Герои, почитание героев и героическое в истории - Карлейль Томас. Страница 66

Но теперь, как бы в противовес этой теории молчания, да позволено мне будет сказать, что существует двоякого рода честолюбие: одно заслуживает безусловного порицания, другое – похвалы и появляется неизбежно. Природа позаботилась, чтобы великий молчаливый Сэмюэл не оставался слишком долго в молчании. Так пусть себялюбивое желание блистать – жалко и презренно во всех отношениях. «Ты ищешь великих дел, – не ищи их», это – совершенно правильно. Но, скажу я, в каждом человеке заложено неискоренимое стремление высказываться, в полной мере сил, данных ему природой. Стремление высказывать вовне и осуществлять вовне все, чем наделила его природа. Стремление справедливое, естественное, неизбежное; мало того, это обязанность, даже сущность всех вообще обязанностей человека. Весь смысл человеческой жизни здесь, на земле, можно сказать, состоит в том, чтобы развивать свое «я». Делать то, к чему человек чувствует себя пригодным. Таков основной закон нашего существования, сама необходимость.

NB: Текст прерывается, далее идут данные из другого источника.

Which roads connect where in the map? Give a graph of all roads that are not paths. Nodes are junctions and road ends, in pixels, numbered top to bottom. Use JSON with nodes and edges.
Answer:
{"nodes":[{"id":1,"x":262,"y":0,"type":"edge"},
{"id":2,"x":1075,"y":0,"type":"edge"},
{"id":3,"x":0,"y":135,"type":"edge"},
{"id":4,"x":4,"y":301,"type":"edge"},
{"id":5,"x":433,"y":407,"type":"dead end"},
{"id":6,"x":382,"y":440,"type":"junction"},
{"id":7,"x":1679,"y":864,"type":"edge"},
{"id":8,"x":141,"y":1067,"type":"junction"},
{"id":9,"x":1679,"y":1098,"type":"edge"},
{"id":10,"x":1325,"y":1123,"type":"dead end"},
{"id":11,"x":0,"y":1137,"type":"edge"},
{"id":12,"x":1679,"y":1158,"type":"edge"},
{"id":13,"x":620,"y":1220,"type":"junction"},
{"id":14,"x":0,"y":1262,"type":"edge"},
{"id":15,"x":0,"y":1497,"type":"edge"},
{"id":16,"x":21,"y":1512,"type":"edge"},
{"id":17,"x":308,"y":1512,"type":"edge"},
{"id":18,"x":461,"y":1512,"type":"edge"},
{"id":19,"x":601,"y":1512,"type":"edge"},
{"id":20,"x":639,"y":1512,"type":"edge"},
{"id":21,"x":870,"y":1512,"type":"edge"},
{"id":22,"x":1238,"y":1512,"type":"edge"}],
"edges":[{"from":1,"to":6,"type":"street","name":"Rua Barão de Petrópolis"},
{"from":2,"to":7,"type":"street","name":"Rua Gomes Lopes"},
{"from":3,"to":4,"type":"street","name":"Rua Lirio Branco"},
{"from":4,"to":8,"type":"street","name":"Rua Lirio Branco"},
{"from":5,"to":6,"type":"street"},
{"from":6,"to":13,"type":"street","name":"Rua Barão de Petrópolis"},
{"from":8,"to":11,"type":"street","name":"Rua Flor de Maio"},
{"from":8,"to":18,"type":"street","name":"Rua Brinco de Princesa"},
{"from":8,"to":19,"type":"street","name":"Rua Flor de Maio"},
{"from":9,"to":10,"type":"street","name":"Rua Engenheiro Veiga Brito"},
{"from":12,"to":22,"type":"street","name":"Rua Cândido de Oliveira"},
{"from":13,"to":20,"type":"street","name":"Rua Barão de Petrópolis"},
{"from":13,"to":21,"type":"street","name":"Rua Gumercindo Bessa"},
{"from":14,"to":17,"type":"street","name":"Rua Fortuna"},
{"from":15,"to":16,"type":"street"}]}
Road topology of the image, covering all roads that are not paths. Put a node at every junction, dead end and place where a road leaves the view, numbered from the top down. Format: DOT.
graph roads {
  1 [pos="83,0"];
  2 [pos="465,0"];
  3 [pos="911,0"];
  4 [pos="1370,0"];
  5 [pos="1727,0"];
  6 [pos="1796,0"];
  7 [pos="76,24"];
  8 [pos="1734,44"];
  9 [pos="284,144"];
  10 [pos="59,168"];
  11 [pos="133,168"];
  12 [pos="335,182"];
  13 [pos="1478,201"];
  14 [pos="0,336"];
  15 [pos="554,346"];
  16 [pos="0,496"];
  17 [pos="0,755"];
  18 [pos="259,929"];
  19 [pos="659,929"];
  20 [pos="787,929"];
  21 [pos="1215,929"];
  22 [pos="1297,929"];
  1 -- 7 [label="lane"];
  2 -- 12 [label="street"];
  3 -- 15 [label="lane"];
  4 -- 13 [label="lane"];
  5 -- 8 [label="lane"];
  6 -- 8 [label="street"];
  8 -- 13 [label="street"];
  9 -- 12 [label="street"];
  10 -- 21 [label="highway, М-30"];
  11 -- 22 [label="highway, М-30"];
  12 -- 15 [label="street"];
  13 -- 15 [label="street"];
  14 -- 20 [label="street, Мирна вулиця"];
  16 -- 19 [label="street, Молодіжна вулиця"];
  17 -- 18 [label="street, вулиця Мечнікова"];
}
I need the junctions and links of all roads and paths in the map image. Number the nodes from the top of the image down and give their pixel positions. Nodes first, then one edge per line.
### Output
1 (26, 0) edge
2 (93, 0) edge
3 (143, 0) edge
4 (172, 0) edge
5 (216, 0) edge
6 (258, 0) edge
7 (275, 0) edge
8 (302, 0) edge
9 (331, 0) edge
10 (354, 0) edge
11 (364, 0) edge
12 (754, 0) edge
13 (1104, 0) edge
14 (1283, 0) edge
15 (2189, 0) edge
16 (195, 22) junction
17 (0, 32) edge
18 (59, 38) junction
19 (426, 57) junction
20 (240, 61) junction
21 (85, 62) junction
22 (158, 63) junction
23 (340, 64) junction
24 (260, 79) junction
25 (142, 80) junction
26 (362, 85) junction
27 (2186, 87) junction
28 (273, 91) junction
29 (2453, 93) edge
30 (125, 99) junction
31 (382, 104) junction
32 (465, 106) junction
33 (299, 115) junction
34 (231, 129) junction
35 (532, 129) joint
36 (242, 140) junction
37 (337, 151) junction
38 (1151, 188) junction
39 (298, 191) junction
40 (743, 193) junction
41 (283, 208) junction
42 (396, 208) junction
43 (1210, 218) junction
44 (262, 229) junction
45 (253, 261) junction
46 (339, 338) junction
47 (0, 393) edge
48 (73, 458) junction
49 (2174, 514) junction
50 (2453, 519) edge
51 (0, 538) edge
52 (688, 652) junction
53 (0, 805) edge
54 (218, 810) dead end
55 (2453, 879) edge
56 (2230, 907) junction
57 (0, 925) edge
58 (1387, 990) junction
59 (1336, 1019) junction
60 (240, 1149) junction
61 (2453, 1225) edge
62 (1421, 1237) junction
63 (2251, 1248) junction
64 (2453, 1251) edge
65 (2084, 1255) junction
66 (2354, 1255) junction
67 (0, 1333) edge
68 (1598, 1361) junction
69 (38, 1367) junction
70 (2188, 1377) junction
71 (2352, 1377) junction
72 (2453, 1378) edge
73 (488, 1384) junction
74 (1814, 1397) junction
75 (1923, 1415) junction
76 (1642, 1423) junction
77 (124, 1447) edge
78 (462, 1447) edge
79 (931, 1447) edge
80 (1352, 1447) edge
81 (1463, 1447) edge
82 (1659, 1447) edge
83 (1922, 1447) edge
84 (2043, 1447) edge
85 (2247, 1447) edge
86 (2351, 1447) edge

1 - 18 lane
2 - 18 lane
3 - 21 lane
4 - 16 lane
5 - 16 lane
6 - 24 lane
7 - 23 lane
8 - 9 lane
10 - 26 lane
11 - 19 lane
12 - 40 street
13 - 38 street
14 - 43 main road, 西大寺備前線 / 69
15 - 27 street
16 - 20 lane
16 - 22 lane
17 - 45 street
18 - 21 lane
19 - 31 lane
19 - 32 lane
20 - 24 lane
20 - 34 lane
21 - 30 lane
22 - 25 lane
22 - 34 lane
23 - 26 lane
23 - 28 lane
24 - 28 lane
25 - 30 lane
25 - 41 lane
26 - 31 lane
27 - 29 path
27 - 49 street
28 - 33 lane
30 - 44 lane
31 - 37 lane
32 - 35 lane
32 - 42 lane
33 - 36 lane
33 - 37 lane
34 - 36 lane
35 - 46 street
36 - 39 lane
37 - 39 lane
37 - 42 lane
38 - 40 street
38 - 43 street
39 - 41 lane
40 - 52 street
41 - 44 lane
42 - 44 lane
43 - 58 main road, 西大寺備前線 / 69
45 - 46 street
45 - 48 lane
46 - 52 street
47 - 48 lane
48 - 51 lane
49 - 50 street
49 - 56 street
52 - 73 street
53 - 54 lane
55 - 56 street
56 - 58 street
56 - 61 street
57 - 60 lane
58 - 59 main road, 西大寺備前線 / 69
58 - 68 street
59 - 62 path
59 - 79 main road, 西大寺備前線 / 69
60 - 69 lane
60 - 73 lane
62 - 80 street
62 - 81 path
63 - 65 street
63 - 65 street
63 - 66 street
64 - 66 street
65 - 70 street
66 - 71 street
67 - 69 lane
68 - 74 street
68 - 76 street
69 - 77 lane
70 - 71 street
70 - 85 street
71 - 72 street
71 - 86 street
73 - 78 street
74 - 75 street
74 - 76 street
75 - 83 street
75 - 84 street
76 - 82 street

Колридж удивительно верно замечает, что ребенок выучивается говорить в силу необходимости, испытываемой им. Поэтому мы скажем: чтобы решить вопрос о честолюбии, решить, низменное ли честолюбие говорит в человеке или нет, необходимо принять в расчет два условия – не только вожделение, подталкивающее человека добиваться известного положения, но также и его способность действительно занимать это положение. В этом весь вопрос. Быть может, положение, которого человек ищет, принадлежит действительно ему; быть может, он не только вправе, но даже обязан искать его. Можем ли мы порицать Мирабо за его притязания на место первого министра, когда он был «единственным человеком на всю Францию, способным сделать что-либо хорошее при тогдашних условиях»? Быть может, преисполненный надежд, он чувствовал совершенно ясно, как много добра он мог бы сделать! Но относительно бедного Неккера, который не мог сделать ничего дельного и даже чувствовал, что он вообще не может ничего сделать, и однако с сокрушенным сердцем относился к тому, что его покинули и он остался не у дел, – относительно него, Гиббон157 совершенно прав, высказывая свои сетования. Природа, говорю я, позаботилась, чтобы великий человек, сохраняющий молчание, испытывал достаточно побуждений говорить; да, даже слишком позаботилась!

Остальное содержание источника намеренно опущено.